A Taiwanese serow that Taiwan gave to a Chinese forest park last year had a healthy female kid on Tuesday last week, the Taipei Zoo said.
This was the second time that the female serow, named Le Yangyang (樂羊羊), has given birth since Taiwan gave her and a male serow to Liugongdao National Forest Park in China’s Shandong Province in April last year. The gift of the bovids, also known as Formosan serows, followed China giving Taiwan a pair of pandas in 2009.
Le Yangyang delivered a male kid in January, but it died five days after birth.
Photo: Chiu Shao-wen, Taipei Times
This time, the newborn female serow successfully stood up on her own two hours after being born and was breastfed for the first time two hours after that, a statement issued by the Taipei Zoo said.
Yu Chen-fang (余珍芳), director of the Taipei Zoo’s veterinary division, flew to Shandong last week to help Chinese vets take care of the newborn animal, named Meimei (美美).

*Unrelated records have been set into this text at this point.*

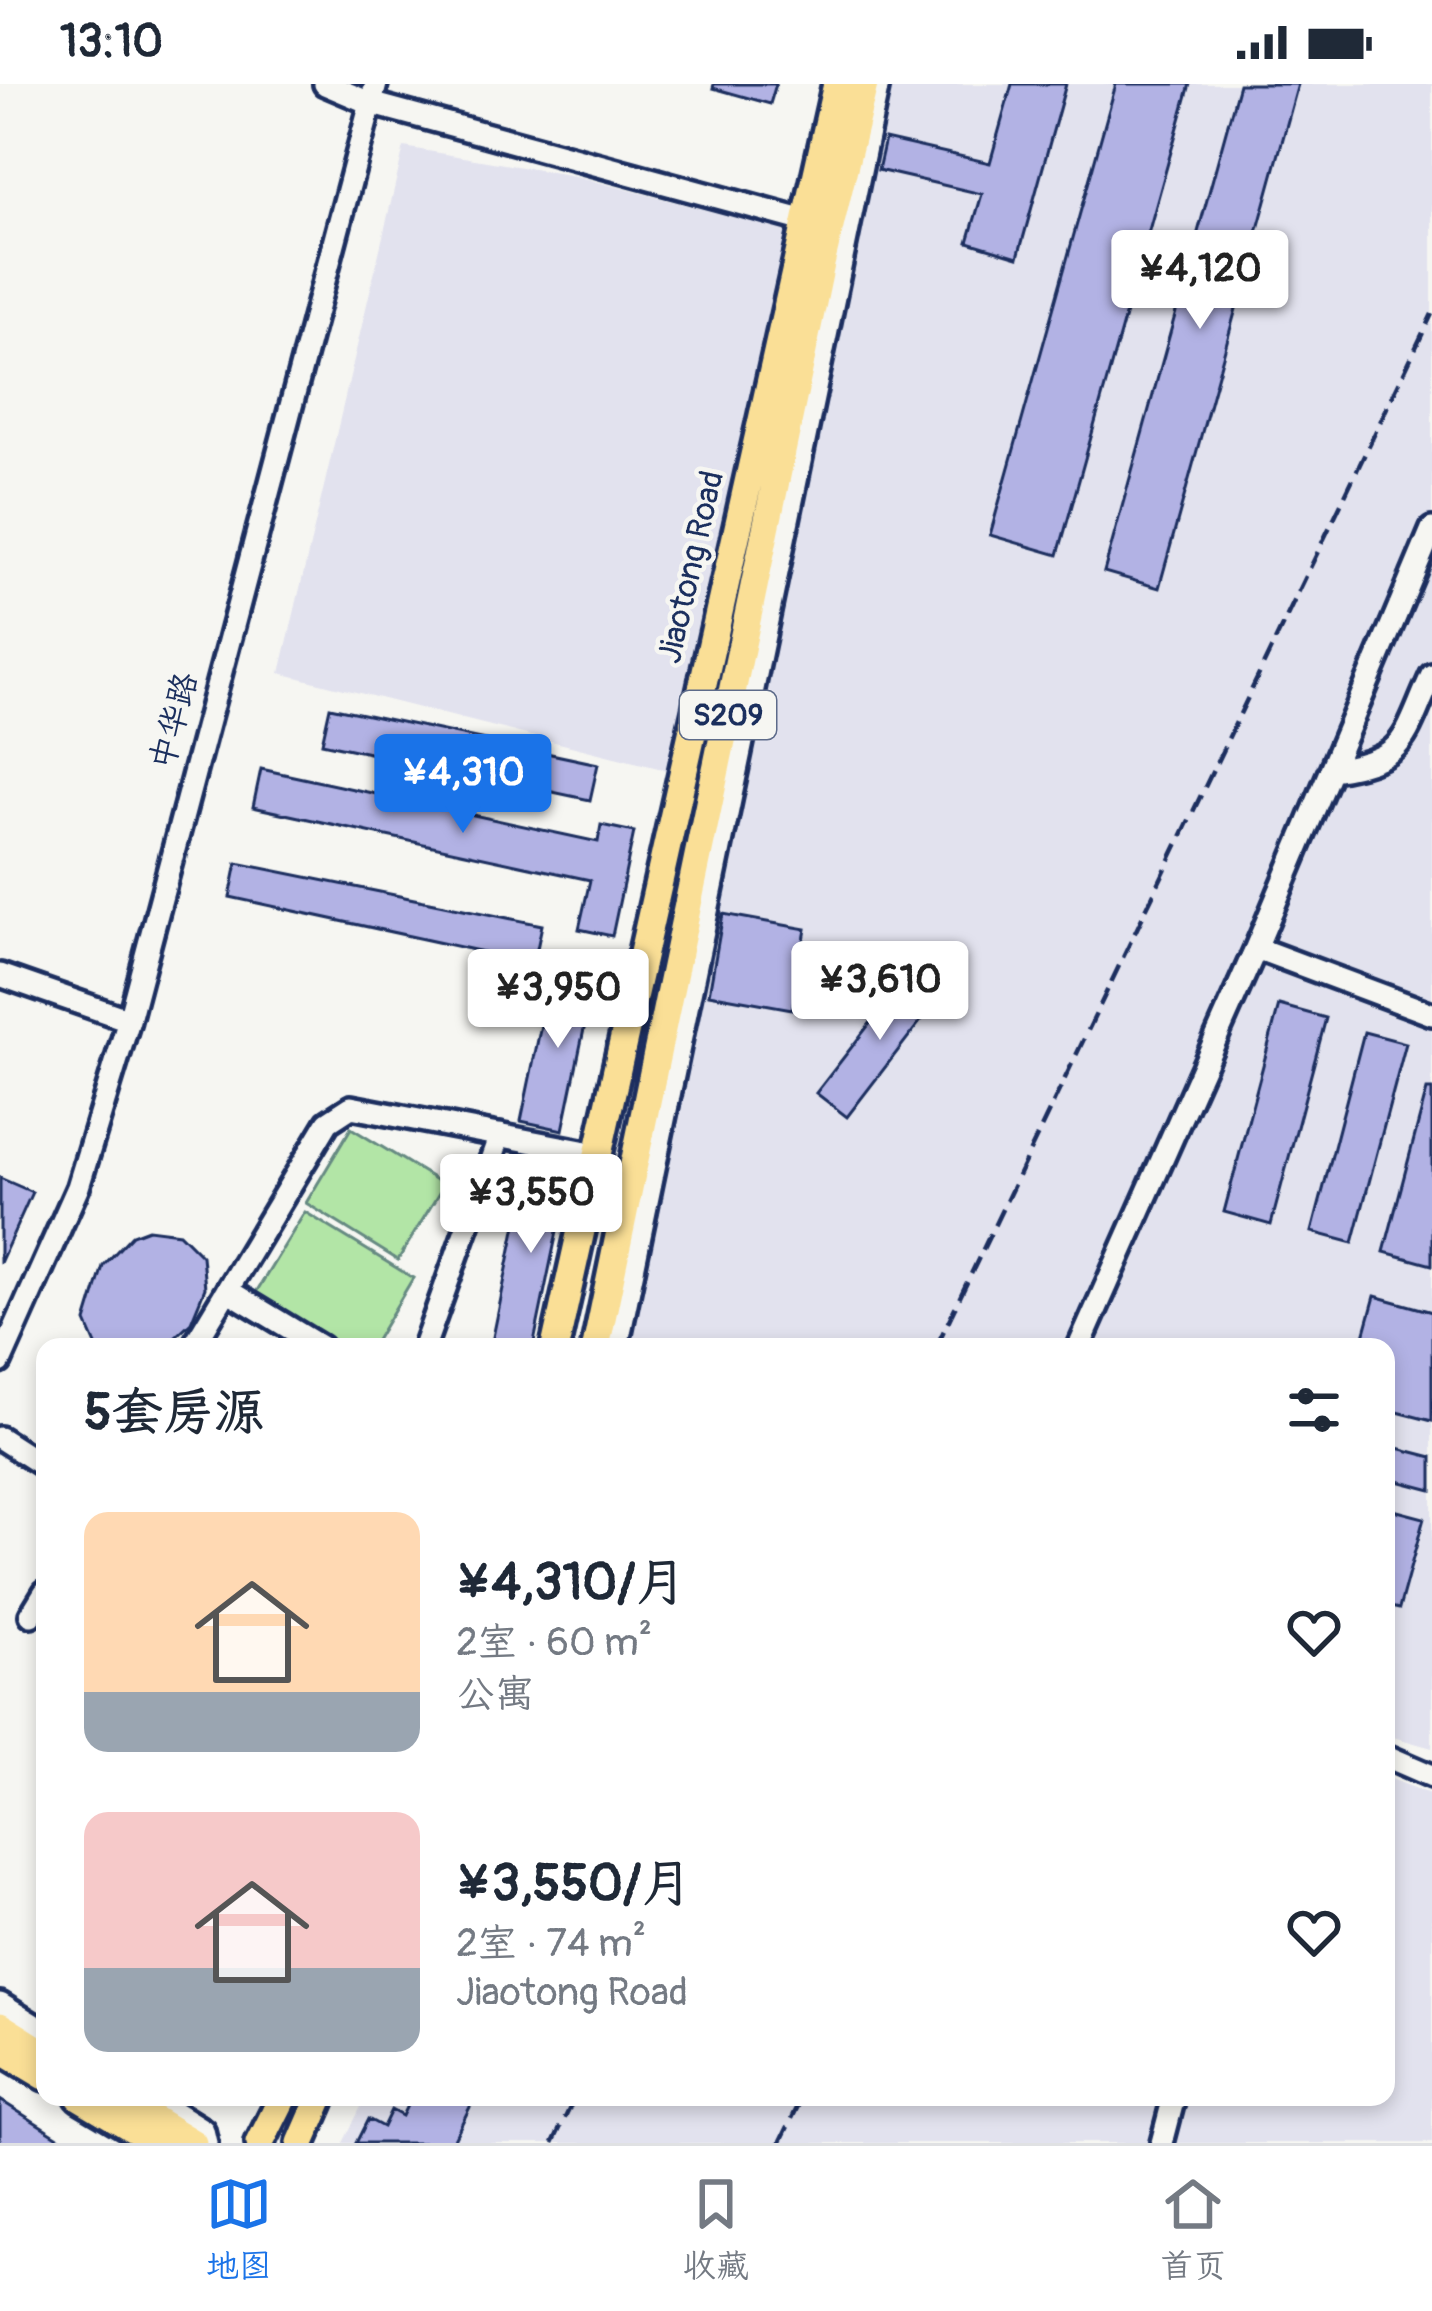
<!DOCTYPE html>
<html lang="zh">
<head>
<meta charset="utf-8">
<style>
	:root { --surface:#fff; --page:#f2f2f3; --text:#1f2937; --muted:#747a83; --line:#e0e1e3; --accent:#1a73e8 }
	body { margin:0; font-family:Pangolin,"LXGW WenKai TC",sans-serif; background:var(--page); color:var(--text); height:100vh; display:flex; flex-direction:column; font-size:45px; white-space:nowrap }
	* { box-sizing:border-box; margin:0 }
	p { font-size:39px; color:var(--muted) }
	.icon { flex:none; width:66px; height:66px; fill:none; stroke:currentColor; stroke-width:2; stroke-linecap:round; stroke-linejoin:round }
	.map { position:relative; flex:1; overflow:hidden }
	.drawer { position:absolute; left:36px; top:1254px; width:1359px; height:768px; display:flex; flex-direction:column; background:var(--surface); border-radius:24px; box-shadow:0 6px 18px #0003 }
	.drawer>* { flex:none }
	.price { position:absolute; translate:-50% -102px; padding:0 27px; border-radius:12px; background:#fff; color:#222; font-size:39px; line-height:78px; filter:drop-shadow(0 3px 6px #0008) }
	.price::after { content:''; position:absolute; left:50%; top:72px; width:36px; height:27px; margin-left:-18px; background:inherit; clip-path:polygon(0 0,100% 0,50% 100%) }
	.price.current { background:var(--accent); color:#fff }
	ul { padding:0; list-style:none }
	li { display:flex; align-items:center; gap:36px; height:300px; padding:0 48px }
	li span { display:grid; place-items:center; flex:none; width:336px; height:240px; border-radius:24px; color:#555 }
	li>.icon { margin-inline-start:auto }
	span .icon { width:144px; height:144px; fill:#fffc; stroke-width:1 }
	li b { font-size:51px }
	h2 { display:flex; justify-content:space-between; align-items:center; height:144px; padding:0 48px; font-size:51px }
	.status { display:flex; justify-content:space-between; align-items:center; height:84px; padding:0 60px; background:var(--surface); direction:ltr }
	.status svg { height:33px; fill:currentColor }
	.dock { display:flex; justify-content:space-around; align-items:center; height:168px; border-top:3px solid var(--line); background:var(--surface); font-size:33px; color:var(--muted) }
	.dock a { display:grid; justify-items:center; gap:6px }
	.dock .current { color:var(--accent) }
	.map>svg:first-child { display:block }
</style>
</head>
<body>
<div class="status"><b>13:10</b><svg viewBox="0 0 49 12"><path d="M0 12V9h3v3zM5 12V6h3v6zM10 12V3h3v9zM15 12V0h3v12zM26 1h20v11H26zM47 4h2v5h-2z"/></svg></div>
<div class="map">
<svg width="1432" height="2059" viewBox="0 0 1432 2059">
	<rect width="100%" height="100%" fill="#f6f6f2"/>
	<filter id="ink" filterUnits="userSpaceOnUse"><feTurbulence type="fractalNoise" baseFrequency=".00833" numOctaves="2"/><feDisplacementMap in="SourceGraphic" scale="24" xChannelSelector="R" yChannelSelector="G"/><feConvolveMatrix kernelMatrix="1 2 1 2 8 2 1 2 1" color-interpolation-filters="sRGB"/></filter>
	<g filter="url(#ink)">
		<path fill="#e2e2ee" d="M855,0H1432V1664L1386,1651V1263H619L726,701L280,589L404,63L575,92L830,158Z
			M1386,1693L1432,1711V2059H343L366,2013H1386Z"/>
		<path fill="#b2e5a6" stroke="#668a82" stroke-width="3" d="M351,1044L444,1101L398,1176L306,1119Z
			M305,1128L413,1194L372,1263H342L255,1210Z"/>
		<path fill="#b2b2e4" stroke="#1b2f5e" stroke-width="3" d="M714,0H776L770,20L713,4Z
			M1012,0H1066L1018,173L968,158L982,110L878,86L885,55L990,79Z
			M1116,0H1190L1058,471L990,451Z
			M1239,0H1298L1159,504L1104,488Z
			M330,623L598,680L590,716L322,659Z
			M261,685L598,758L601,741L634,748L612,852L579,845L590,796L253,723Z
			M237,779L542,841L534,879L230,813Z
			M723,830L806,845L792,925L709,910Z
			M913,884L943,908L847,1033L816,1009Z
			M552,888L594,897L563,1046L521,1037Z
			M1279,921L1326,934L1271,1141L1224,1128Z
			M1364,948L1406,959L1353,1159L1312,1148Z
			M1427,1006H1432V1181L1384,1168Z
			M529,1077L570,1085L533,1263H491Z
			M0,1094L32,1108L0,1179Z
			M148,1145L179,1149L202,1172L205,1204L191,1238L164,1263H97L86,1238L103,1182L132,1151Z
			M1375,1212L1432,1228V1337L1386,1325V1263H1361Z
			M1386,1361L1432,1373V1406L1386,1394Z
			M1386,1424L1424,1434L1399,1525L1386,1522Z
			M411,2013H475L452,2059H356L368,2035L383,2043L391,2026L402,2032Z
			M0,2016L68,2059H0Z"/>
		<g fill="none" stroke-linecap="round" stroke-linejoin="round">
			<g stroke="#1b2f5e" stroke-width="30">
				<path id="minor" d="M325,0L370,19L820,141
					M1333,686C1409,674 1402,656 1432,591
					M1256,864L1432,930
					M0,891L129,936
					M227,1206L321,1263
					M193,1263L328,1038L351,1023L597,1070
					M424,1263L500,1051
					M617,1263L878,0
					M1079,1263L1256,864L1432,445
					M0,1278L78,1103L129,936L376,0
					M0,1354L45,1383
					M31,1531L45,1508
					M1386,1672L1432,1692
					M0,1920L45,1948
					M150,2013L203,2046L206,2059
					M1162,2059L1174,2013"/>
			</g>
			<g stroke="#1b2f5e" stroke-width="36">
				<path id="major" d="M555,1263L837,0
					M596,1263L821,180L864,0
					M0,1942L45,1970
					M0,1965L45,1992
					M80,2013L157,2059
					M140,2027L193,2059
					M260,2059L283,2013
					M301,2059L321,2013"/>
			</g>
			<use href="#minor" stroke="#f6f6f2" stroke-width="21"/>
			<use href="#major" stroke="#fadf96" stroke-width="27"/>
			<path stroke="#1b2f5e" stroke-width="4.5" stroke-dasharray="18 9" stroke-linecap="butt" d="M936,1263L1432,230
				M553,2059L575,2013
				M780,2059L801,2016"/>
		</g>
	</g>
	<g text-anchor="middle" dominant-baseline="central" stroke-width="9" stroke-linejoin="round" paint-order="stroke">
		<rect fill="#f6f6f2" stroke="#5d6b8a" stroke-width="3" x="680" y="607" width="96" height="48" rx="9"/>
		<g font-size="30" font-weight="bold" fill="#1b2f5e">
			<text x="728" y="631">S209</text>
		</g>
		<g font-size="33" fill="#1b2f5e" stroke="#f6f6f2">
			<text transform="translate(691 483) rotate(-77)">Jiaotong Road</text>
			<text transform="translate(174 637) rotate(-75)">中华路</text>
		</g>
	</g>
</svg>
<b class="price" style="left:1200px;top:248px">¥4,120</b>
<b class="price current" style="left:463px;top:752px">¥4,310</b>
<b class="price" style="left:880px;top:959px">¥3,610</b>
<b class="price" style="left:558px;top:967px">¥3,950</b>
<b class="price" style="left:531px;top:1172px">¥3,550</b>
<section class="drawer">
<h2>5套房源<svg class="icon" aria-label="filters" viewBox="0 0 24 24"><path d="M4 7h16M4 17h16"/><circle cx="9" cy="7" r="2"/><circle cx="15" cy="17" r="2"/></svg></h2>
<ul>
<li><span style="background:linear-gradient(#ffd9b3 75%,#9aa5b1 0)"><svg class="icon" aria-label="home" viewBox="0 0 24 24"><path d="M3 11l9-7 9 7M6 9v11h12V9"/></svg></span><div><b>¥4,310/月</b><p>2室 · 60 m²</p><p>公寓</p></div><svg class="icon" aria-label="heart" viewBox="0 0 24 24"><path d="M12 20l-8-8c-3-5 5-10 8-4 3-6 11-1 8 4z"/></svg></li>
<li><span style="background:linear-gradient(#f6c9c9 65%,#9aa5b1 0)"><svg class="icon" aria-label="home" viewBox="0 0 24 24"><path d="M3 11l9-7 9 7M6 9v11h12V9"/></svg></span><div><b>¥3,550/月</b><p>2室 · 74 m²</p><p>Jiaotong Road</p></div><svg class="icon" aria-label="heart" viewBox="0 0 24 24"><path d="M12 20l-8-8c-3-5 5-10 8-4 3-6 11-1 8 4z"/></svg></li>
</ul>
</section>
</div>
<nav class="dock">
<a class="current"><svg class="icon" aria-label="map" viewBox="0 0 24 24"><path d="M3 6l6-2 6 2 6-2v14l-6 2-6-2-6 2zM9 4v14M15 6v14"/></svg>地图</a>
<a><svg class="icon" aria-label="saved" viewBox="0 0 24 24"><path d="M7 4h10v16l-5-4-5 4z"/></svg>收藏</a>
<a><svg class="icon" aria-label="home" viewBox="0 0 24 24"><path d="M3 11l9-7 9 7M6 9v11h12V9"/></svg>首页</a>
</nav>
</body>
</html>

The baby serow weighed 2.12kg and measured 28cm tall and 53cm long at birth, according to the statement.
Taiwanese serows, sometimes described as goat-antelopes and a species endemic to Taiwan, are listed as an endangered species. A female serow’s pregnancy usually lasts between five and six months.
A pair of Formosan sika deer were also shipped to Shandong with the serows last year and have given birth to two fawns, one male and one female.